Nanomechanical Cantilever Sensors as a Novel Tool for Real-Time Monitoring and Characterization of Surface Layer Formation

Abstract

Nanomechanical cantilevers are small and thin, microfabricated silicon beams. They serve as extremely sensitive mechanical sensors, which transform processes occurring at their surface into a mechanical response.
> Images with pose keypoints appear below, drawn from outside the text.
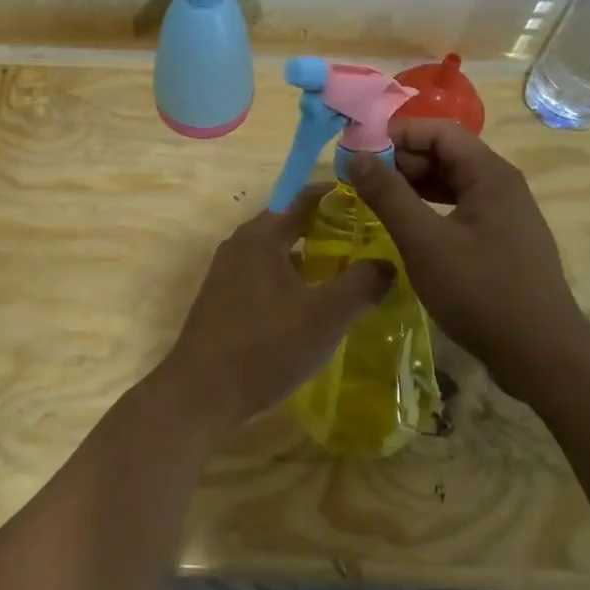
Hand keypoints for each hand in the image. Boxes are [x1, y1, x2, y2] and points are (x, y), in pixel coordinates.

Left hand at [152, 188, 394, 439]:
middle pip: (290, 223)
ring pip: (278, 251)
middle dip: (329, 227)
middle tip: (370, 238)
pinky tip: (315, 302)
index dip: (339, 196)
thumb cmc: (265, 347)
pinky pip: (266, 274)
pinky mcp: (224, 300)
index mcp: (260, 236)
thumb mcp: (325, 315)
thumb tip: (388, 264)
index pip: (304, 198)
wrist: (201, 394)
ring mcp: (228, 273)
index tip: (373, 201)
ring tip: (350, 269)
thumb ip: (361, 284)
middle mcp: (240, 245)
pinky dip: (293, 277)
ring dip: (311, 255)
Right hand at [346, 118, 589, 386]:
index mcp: (489, 174)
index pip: (438, 131)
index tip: (358, 153)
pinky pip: (458, 209)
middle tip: (361, 183)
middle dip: (401, 161)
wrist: (541, 355)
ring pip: (450, 183)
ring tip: (375, 203)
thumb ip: (388, 195)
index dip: (396, 135)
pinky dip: (428, 210)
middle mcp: (501, 185)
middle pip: (445, 154)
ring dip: (412, 187)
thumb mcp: (424, 242)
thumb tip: (356, 157)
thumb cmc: (481, 292)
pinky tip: (406, 228)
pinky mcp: (501, 240)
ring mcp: (504, 214)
This unique signal transduction principle allows to measure surface stress occurring at the cantilever surface by monitoring the bending of the cantilever (static mode) while at the same time observing changes in the oscillation properties of the cantilever related to changes in mass load on the cantilever (dynamic mode). The suitability of nanomechanical cantilevers for chemical sensing, e.g., the extremely sensitive detection of heavy metals, and as biosensors, e.g., for DNA and protein detection, are well established. Arrays of cantilever sensors can be employed for the parallel detection of multiple molecules of interest. This publication will focus on more recent applications of cantilever sensors in surface and materials sciences using a commercially available cantilever sensor platform. Examples for the real-time monitoring of self-assembled monolayer (SAM) formation, the detection of cholesterol interaction with hydrophobic surface layers and the use of cantilever sensors to study layer-by-layer (LbL) build-up processes in real-time are presented.